Updated: The Electoral College vote today in Texas was, as expected, an overwhelming win for Donald Trump. What wasn't expected was the number of Republican voters who resigned or defected. Four electors quit and were replaced. The final tally was 36 for Trump and one each for Ohio Gov. John Kasich and for fellow Texan Ron Paul.

The most public "faithless elector" was Christopher Suprun, a Dallas Republican who chose Kasich. Suprun made his choice known in a column Monday in The Hill. He wrote, "Ronald Reagan did not win the Cold War so that Vladimir Putin could pick our next president less than 50 years later."

This fall's bitter election spurred an unprecedented number of "faithless electors." Four Democrats in Washington state refused to vote for Trump's chief opponent, Hillary Clinton. Three of them picked Colin Powell; the other chose a Native American leader from South Dakota. A Democrat in Maine at first voted for Bernie Sanders, was ruled "out of order" and then switched to Clinton. Another pair of Democrats, in Minnesota and Colorado, voted for Sanders and then were replaced with Clinton supporters.

Texas' 38 electors began the festivities at the State House in Austin at 2 p.m. Three electors resigned because of eligibility problems; two are from the northern part of Texas -- Shellie Surles of Fort Worth and Melissa Juett Kalka of Amarillo.  One other Texas elector, Art Sisneros from suburban Houston, also resigned, saying he couldn't vote for Trump.

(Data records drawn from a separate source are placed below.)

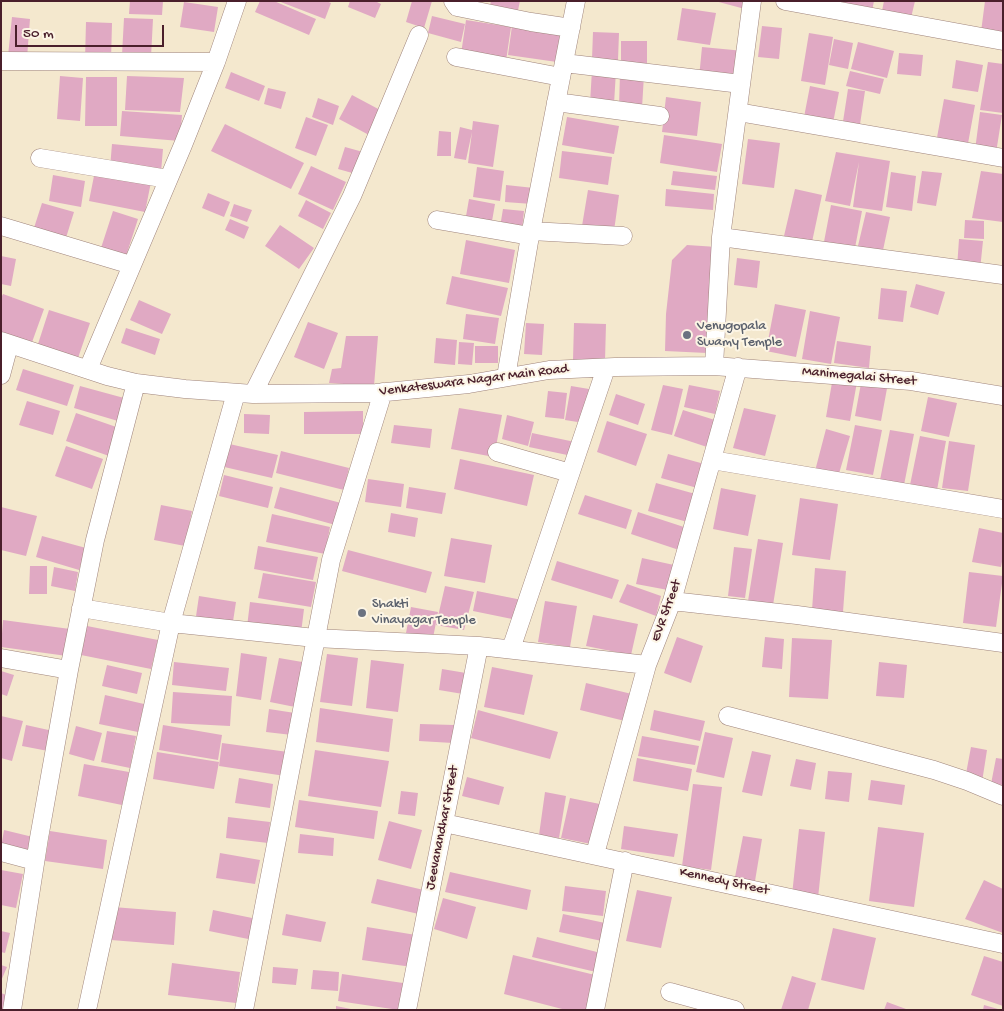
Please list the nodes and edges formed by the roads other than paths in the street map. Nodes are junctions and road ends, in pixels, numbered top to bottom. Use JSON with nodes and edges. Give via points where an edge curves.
{"nodes":[{"id":1,"x":237,"y":1,"type":"edge"},
{"id":2,"x":454,"y":1,"type":"edge"},
{"id":3,"x":576,"y":1,"type":"edge"},
{"id":4,"x":752,"y":1,"type":"edge"},
{"id":5,"x":785,"y":1,"type":"edge"},
{"id":6,"x":571,"y":28,"type":"junction"},
{"id":7,"x":419,"y":36,"type":"dead end"},
{"id":8,"x":1003,"y":41,"type":"edge"},
{"id":9,"x":456,"y":57,"type":"dead end"},
{"id":10,"x":1,"y":61,"type":"edge"},
{"id":11,"x":216,"y":62,"type":"junction"},
{"id":12,"x":562,"y":70,"type":"junction"},
{"id":13,"x":741,"y":84,"type":"junction"},
{"id":14,"x":556,"y":102,"type":"junction"},
{"id":15,"x":738,"y":112,"type":"junction"},
{"id":16,"x":660,"y":116,"type":"dead end"},
{"id":17,"x":40,"y":158,"type":"dead end"},
{"id":18,"x":1003,"y":158,"type":"edge"},
{"id":19,"x":168,"y":179,"type":"junction"},
{"id":20,"x":437,"y":220,"type":"dead end"},
{"id":21,"x":1,"y":226,"type":"edge"},
{"id":22,"x":530,"y":233,"type":"junction"},
{"id":23,"x":623,"y":236,"type":"dead end"},
{"id":24,"x":721,"y":237,"type":"junction"},
{"id":25,"x":131,"y":265,"type":"junction"},
{"id":26,"x":1003,"y":275,"type":"edge"},
{"id":27,"x":5,"y":343,"type":"edge"},
{"id":28,"x":714,"y":366,"type":"junction"},
{"id":29,"x":738,"y":366,"type":"junction"},
{"id":30,"x":606,"y":368,"type":"junction"},
{"id":31,"x":88,"y":369,"type":"junction"},
{"id":32,"x":1,"y":375,"type":"edge"},
{"id":33,"x":506,"y":377,"type":"junction"},
{"id":34,"x":136,"y":383,"type":"junction"},
{"id":35,"x":383,"y":392,"type":"junction"},
{"id":36,"x":245,"y":394,"type":"junction"},
{"id":37,"x":1003,"y":396,"type":"edge"},
{"id":38,"x":497,"y":452,"type":"dead end"},
{"id":39,"x":712,"y":460,"type":"junction"},
{"id":40,"x":570,"y":473,"type":"junction"},
{"id":41,"x":1003,"y":508,"type":"edge"},
{"id":42,"x":672,"y":601,"type":"junction"},
{"id":43,"x":81,"y":608,"type":"junction"},
{"id":44,"x":171,"y":623,"type":"junction"},
{"id":45,"x":315,"y":638,"type":"junction"},
{"id":46,"x":1003,"y":643,"type":"edge"},
{"id":47,"x":479,"y":646,"type":"junction"},
{"id":48,"x":511,"y":649,"type":"junction"},
{"id":49,"x":1,"y":658,"type":"edge"},
{"id":50,"x":647,"y":665,"type":"junction"},
{"id":51,"x":68,"y":670,"type":"junction"},
{"id":52,"x":728,"y":716,"type":"dead end"},
{"id":53,"x":1003,"y":796,"type":"edge"},
{"id":54,"x":444,"y":822,"type":"junction"},
{"id":55,"x":1,"y":852,"type":"edge"},
{"id":56,"x":595,"y":854,"type":"junction"},
{"id":57,"x":625,"y":860,"type":"junction"},
{"id":58,"x":35,"y":861,"type":"junction"},
{"id":59,"x":1003,"y":944,"type":"edge"},
{"id":60,"x":670,"y":992,"type":"dead end"},
{"id":61,"x":12,"y":1010,"type":"edge"},
{"id":62,"x":86,"y":1010,"type":"edge"},
{"id":63,"x":244,"y":1010,"type":"edge"},
{"id":64,"x":407,"y":1010,"type":"edge"},
{"id":65,"x":595,"y":1010,"type":"edge"},
{"id":66,"x":735,"y":1010,"type":"edge"}],
"edges":[{"from":1,"to":11,"type":"street"},
{"from":2,"to":6,"type":"street","via":[[457,7]]},
{"from":3,"to":6,"type":"street"},
{"from":4,"to":13,"type":"street"},
{"from":5,"to":8,"type":"street"},
{"from":6,"to":12,"type":"street"},
{"from":7,"to":36,"type":"street","via":[[352,196]]},
{"from":9,"to":12,"type":"street"},
{"from":10,"to":11,"type":"street"},
{"from":11,"to":19,"type":"street"},
{"from":12,"to":13,"type":"street"},
{"from":12,"to":14,"type":"street"},
{"from":13,"to":15,"type":"street"},
{"from":14,"to":16,"type":"street"},
{"from":14,"to":22,"type":"street"},
{"from":15,"to":18,"type":"street"},
{"from":15,"to":24,"type":"street"},
{"from":17,"to":19,"type":"street"},
{"from":19,"to":25,"type":"street"},
{"from":20,"to":22,"type":"street"},
{"from":21,"to":25,"type":"street"},
{"from":22,"to":23,"type":"street"},
{"from":22,"to":33,"type":"street"},
{"from":24,"to":26,"type":"street"},
{"from":24,"to":28,"type":"street"},
{"from":25,"to":31,"type":"street"},
{"from":27,"to":31,"type":"street","name":"Venkateswara Nagar Main Road"},
{"from":27,"to":32,"type":"street"},
{"from":28,"to":29,"type":"street","name":"Manimegalai Street"},
{"from":28,"to":30,"type":"street","name":"Venkateswara Nagar Main Road"},
{"from":29,"to":37,"type":"street","name":"Manimegalai Street","via":[[911,381]]},
{"from":29,"to":39,"type":"street","name":"EVR Street"},
{"from":30,"to":33,"type":"street","name":"Venkateswara Nagar Main Road","via":[[549,370]]},
{"from":30,"to":40,"type":"street"},
{"from":31,"to":34,"type":"street","name":"Venkateswara Nagar Main Road"},
{"from":33,"to":35,"type":"street","name":"Venkateswara Nagar Main Road"},
{"from":34,"to":36,"type":"street","name":"Venkateswara Nagar Main Road"},
{"from":34,"to":43,"type":"street","via":[[94,540]]},
{"from":35,"to":36,"type":"street","name":"Venkateswara Nagar Main Road"},
{"from":35,"to":45,"type":"street","via":[[331,560]]},
{"from":36,"to":44,"type":"street"},
{"from":38,"to":40,"type":"street"},
{"from":39,"to":41,"type":"street"},
{"from":39,"to":42,"type":"street","name":"EVR Street"},
{"from":40,"to":48,"type":"street"},
{"from":42,"to":46,"type":"street"},
{"from":42,"to":50,"type":"street","name":"EVR Street"},
{"from":43,"to":44,"type":"street"},
{"from":43,"to":51,"type":"street"},
{"from":44,"to":45,"type":"street"},
{"from":44,"to":62,"type":"street"},
{"from":45,"to":47,"type":"street"},
{"from":45,"to":63,"type":"street"},
{"from":47,"to":48,"type":"street"},
{"from":47,"to":54,"type":"street","name":"Jeevanandhar Street"},
{"from":48,"to":50,"type":"street"},
{"from":49,"to":51,"type":"street"},
{"from":50,"to":56,"type":"street","name":"EVR Street"},
{"from":51,"to":58,"type":"street"},
{"from":52,"to":53,"type":"street","via":[[934,770],[968,780]]},
{"from":54,"to":56,"type":"street","name":"Kennedy Street"},
{"from":54,"to":64,"type":"street","name":"Jeevanandhar Street"},
{"from":55,"to":58,"type":"street"},
{"from":56,"to":57,"type":"street","name":"Kennedy Street"},
{"from":57,"to":59,"type":"street","name":"Kennedy Street"},
{"from":57,"to":65,"type":"street"},
{"from":58,"to":61,"type":"street"},
{"from":60,"to":66,"type":"street"}]}
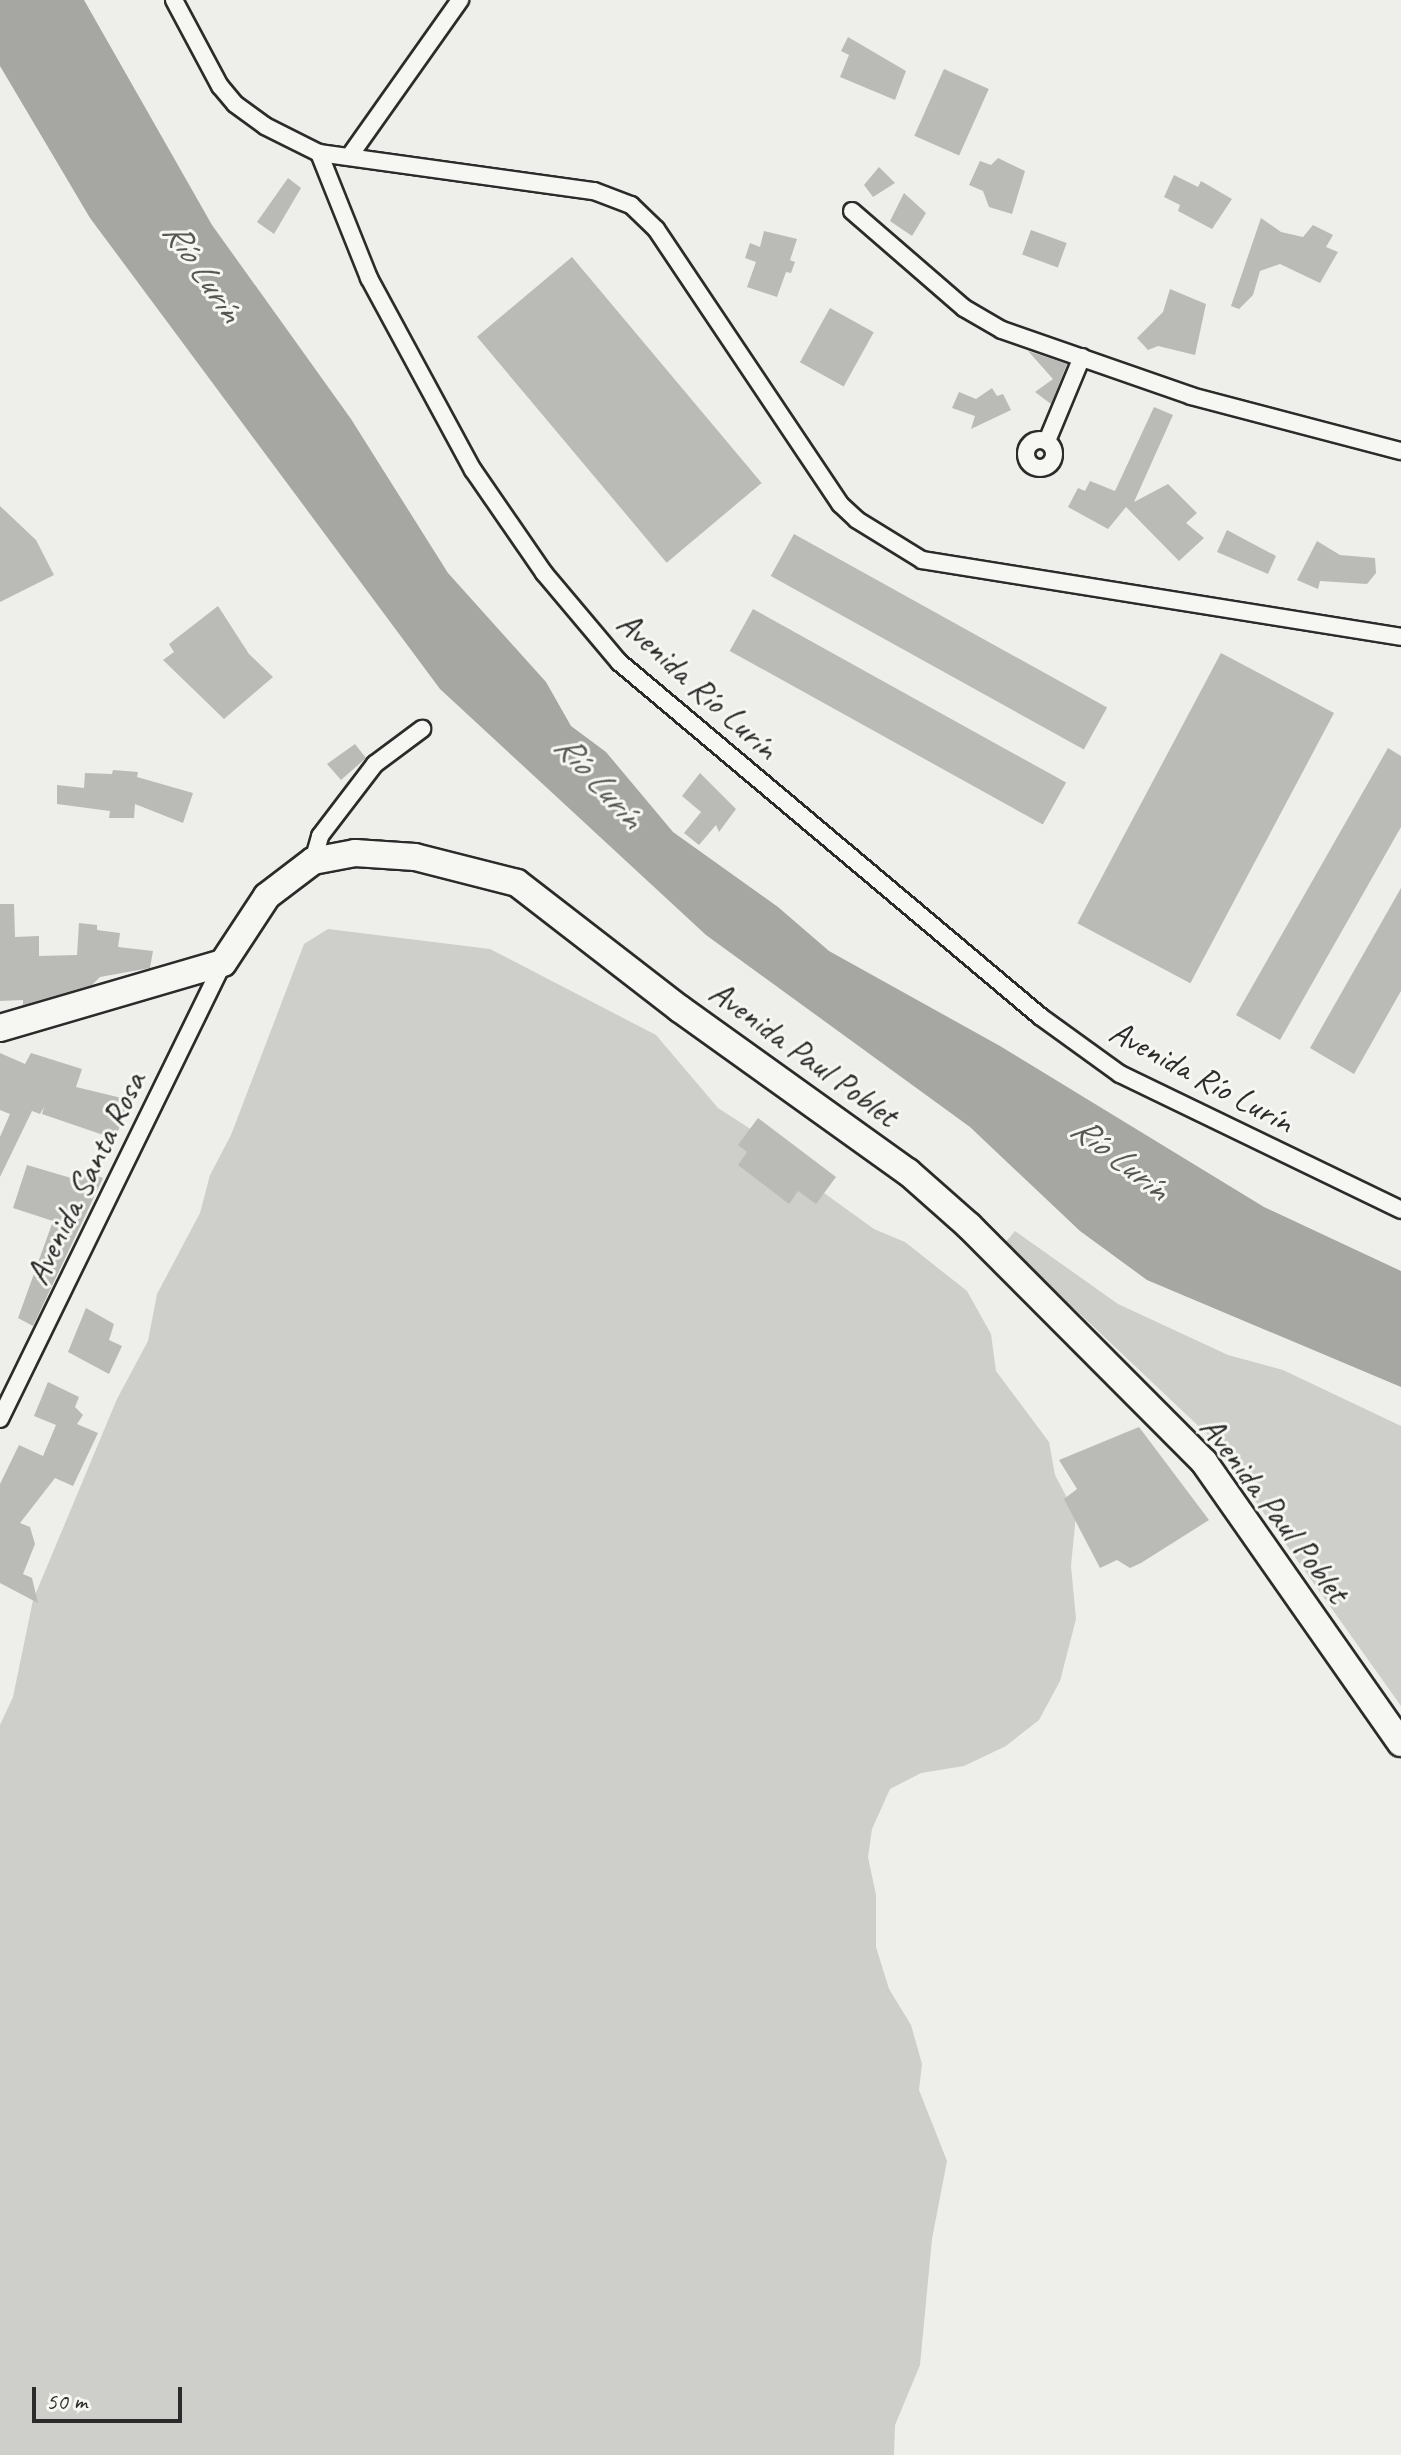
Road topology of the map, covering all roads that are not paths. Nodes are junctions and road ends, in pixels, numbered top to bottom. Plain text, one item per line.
1 (174, 0) edge
2 (460, 0) edge
3 (319, 153) junction
4 (351, 154) junction
5 (852, 211) dead end
6 (1082, 357) junction
7 (1047, 441) dead end
8 (1401, 451) edge
9 (1401, 636) edge
10 (422, 729) dead end
11 (313, 861) junction
12 (223, 963) junction
13 (0, 1028) edge
14 (1401, 1210) edge
15 (0, 1419) edge
16 (1401, 1743) edge

1 - 3 street
2 - 4 street
3 - 4 street
3 - 14 street, Avenida Río Lurín
4 - 9 street
5 - 6 street
6 - 7 street
6 - 8 street
10 - 11 street
11 - 12 main road, Avenida Paul Poblet
11 - 16 main road, Avenida Paul Poblet
12 - 13 main road
12 - 15 street, Avenida Santa Rosa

Last week, Suprun told KERA News that he'd received death threats because of his refusal to vote for Trump.

Those comments came a day before a WFAA report that dug into his background.

Earlier this month, Suprun wrote this in a New York Times essay: "Fifteen years ago, as a firefighter, I was part of the response to the Sept. 11 attacks against our nation."

The Dallas television station could find no evidence that Suprun was a firefighter at that point and quoted an unidentified first responder. It also raised questions about parts of his resume.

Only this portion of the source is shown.